Do you dare go from falling in love, to actually love someone beyond the projections?

The disappearance of projection does not signal the end of love, it marks the beginning of it. The psychologist Erich Neumann, a student of Carl Jung, interpreted the myth of Eros and Psyche as a symbolic narrative of psychological development. In his analysis, the story does not truly begin with the romantic union of the lovers, but their separation. After Eros disappears, Psyche must undergo a series of nearly impossible tasks imposed by the goddess Aphrodite. She must sort enormous piles of seeds, gather dangerous golden wool, retrieve water from impossible heights, and even descend into the underworld. Neumann interpreted these tasks as symbolic representations of the psychological labor required for the development of differentiation and consciousness, the prerequisite for a mature relationship. Love, in this view, cannot remain forever in the dreamlike state of projection. It must pass through trials that demand patience, discrimination, humility and endurance. Real relationships require similar work. Two people must gradually learn to coexist with each other’s differences. They must negotiate expectations, navigate disappointment, and tolerate moments of misunderstanding. This stage rarely appears in romantic movies or the classic fairy tales.

Constructing the Sexual Crucible

Couples who don’t argue have always worried me. We don’t always want the same thing, and why should it be such a threat if we don’t? An argument can enhance intimacy. Through conflict we get to know each other as separate beings, and this, paradoxically, creates a deeper connection. It becomes part of our story, it also sparks the erotic - because in order to long for you, I need to create some distance, a gap, that I will then want to fill. If there is no gap to fill, if we are enmeshed, there is no space left.

In Constructing the Sexual Crucible, David Schnarch stresses that differentiation and capacity to self soothe is necessary to avoid fusion. Fusion is when two people become one, this romantic ideal that our culture seems to cling to as a testament of true love. This is actually a threat to the couple. If we are enmeshed, we might feel swallowed, controlled or trapped. If I don’t know who’s me and who’s you, or don’t know how to ask for some space, have other opinions or hobbies - I might even have an affair as a quick fix to get some air.

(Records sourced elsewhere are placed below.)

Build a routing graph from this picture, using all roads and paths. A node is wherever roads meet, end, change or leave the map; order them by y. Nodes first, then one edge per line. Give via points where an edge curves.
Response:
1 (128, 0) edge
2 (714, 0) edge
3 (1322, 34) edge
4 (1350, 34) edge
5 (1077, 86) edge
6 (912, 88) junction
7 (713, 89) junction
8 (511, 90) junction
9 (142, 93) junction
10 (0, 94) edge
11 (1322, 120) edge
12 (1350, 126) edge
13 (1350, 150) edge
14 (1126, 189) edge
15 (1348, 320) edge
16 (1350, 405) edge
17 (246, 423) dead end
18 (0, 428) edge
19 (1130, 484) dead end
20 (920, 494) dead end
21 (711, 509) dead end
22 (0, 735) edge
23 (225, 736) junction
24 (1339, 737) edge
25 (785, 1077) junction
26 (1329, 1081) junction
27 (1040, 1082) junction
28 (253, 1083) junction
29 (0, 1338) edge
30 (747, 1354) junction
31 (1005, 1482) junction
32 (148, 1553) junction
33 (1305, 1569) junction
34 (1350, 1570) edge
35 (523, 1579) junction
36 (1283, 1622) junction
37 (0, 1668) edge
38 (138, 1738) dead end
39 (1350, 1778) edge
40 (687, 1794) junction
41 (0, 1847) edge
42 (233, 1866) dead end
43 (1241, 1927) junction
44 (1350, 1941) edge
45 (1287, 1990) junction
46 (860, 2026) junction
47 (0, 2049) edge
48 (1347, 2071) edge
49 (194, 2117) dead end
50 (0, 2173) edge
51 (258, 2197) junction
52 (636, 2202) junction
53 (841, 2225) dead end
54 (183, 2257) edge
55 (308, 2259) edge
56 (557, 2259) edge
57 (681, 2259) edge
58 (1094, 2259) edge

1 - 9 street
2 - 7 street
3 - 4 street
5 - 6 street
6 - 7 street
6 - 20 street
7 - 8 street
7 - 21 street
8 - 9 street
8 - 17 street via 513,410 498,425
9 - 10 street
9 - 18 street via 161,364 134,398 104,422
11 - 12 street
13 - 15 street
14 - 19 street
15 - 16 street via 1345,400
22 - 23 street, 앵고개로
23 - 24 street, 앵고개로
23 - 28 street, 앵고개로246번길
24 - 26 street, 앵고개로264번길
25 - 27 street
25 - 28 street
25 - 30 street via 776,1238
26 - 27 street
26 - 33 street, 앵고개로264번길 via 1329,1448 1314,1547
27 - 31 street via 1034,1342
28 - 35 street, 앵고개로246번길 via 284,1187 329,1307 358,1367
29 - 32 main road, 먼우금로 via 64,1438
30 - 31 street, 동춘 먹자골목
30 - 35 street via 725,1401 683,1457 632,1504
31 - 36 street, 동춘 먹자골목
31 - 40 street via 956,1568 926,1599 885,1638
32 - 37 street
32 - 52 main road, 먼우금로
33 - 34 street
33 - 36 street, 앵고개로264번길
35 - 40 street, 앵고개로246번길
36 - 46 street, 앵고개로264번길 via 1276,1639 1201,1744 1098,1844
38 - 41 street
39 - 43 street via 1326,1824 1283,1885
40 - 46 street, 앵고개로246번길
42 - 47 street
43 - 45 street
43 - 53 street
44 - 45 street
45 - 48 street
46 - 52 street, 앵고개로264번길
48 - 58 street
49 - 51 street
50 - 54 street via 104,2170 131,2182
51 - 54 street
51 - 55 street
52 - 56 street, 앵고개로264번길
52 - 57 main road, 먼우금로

Once the lights are turned on - do we still choose each other?

If early romance resembles poetry, mature love resembles literature. The conscious relationship happens after the lights are turned on. It means choosing the real person rather than the imagined one. When we see their vulnerabilities alongside their strengths, these contradictions become part of the relationship rather than obstacles to it. They are no longer symbolic figures carrying our projections.

I’m afraid modern relationships don’t have the stomach for this process. We can shift our attention towards someone else as soon as the light shows us something we didn’t like or order. Because in a culture shaped by dating apps, curated identities and carefully managed first impressions, our projections are more powerful than ever. The myth of Psyche is not a story about breakup when illusions fade, but with transformation after completing trials. She is reunited with Eros and granted immortality. Symbolically this represents a form of love that has passed through difficulty and can now hold the ambivalence of both loving and hating our partner, because we see them as whole beings, not just tools for our own projections.

Neste
Neste

Do we eat the way we make Love?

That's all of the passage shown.